Dopo la fine della guerra, Nenni si attacca a questo articolo e preme per l’assemblea costituente. Il 7 agosto 1945 scrive nel quotidiano socialista: “da oggi, per i socialisti, esiste un solo problema: quello della Costituente”. Il “solo problema” diventa, il 26 agosto 1945, secondo la datazione che ne dà Enzo Santarelli: “Il problema dei problemi” (Nenni, 1988). “Abbiamo preso l’iniziativa di fare del problema della Costituente il problema dei problemi e siamo andati attraverso le regioni e le province d’Italia a supplicare il popolo d’intendere l’importanza capitale che avrà per un secolo nella vita del paese l’atto sovrano di eleggere una Costituente.” (Una battaglia vinta, 1946)
“Il problema dei problemi” è dunque, etimologicamente, ciò che ‘si getta’ (dalla radice indeuropea bállein) ‘davanti’ (da ‘pro’, latino, greco, e indeuropeo): indire le elezioni della Costituente dunque diventa ciò che “la risorta Italia” deve ‘gettare pro’ (davanti) a tutto ciò che si deve ‘gettare pro’. Ma non si tratta di una sfida semplice.

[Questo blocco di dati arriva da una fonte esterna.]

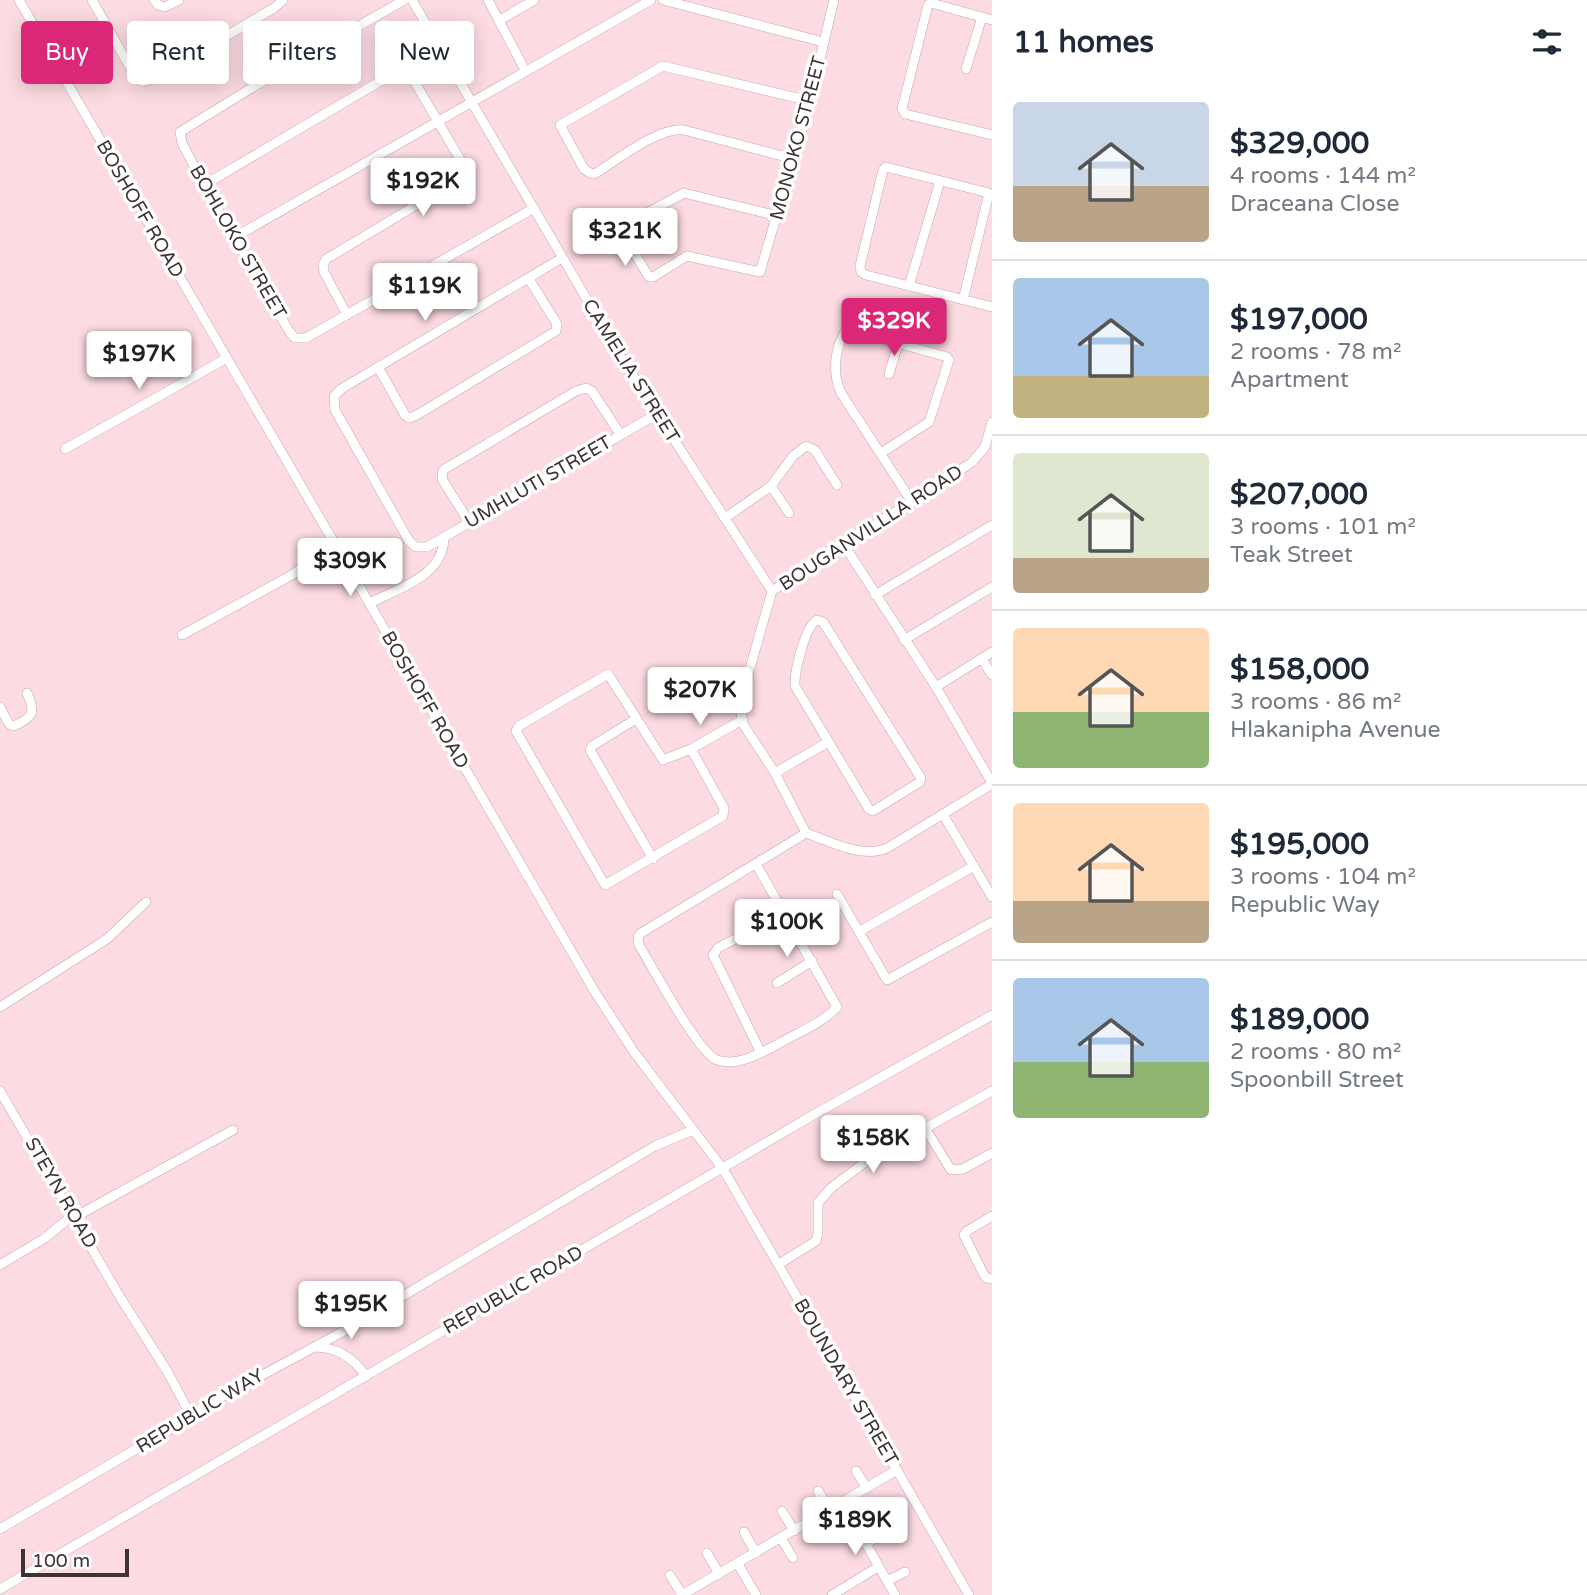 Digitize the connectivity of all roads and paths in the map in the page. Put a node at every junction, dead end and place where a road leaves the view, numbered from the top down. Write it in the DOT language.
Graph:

“Il problema della convocazione della Costituente si presentava come estremamente complicato per le interferenze di carattere interno e soprattutto di carattere internazionale che attorno ad esso si sono manifestate da un anno a questa parte. Prima di tutto noi non dobbiamo mai dimenticare che siamo un paese vinto e occupato, retto da un armistizio le cui clausole più severe sono state sospese ma non ancora annullate” (Discorso di Torino, 17 marzo 1946, pubblicato in Una battaglia vinta, 1946). La complicazione dei problemi è anche tema di questa stupenda vignetta di Scalarini, apparsa nell’Almanacco socialista del 1919, trasmessa al blog della Fondazione Nenni da Ferdinando Levi, anche a nome di Anna, Bianca, Dora, Carlo e Nerina, i sei nipoti del più bravo vignettista politico. In essa Scalarini, come di consueto, “smaschera spietatamente la mitologia della classe dominante” (Angelo Pisi, in Scalarini, Reggio Emilia, 1974). Molte sue vignette si possono vedere ora nel sito scalarini.it.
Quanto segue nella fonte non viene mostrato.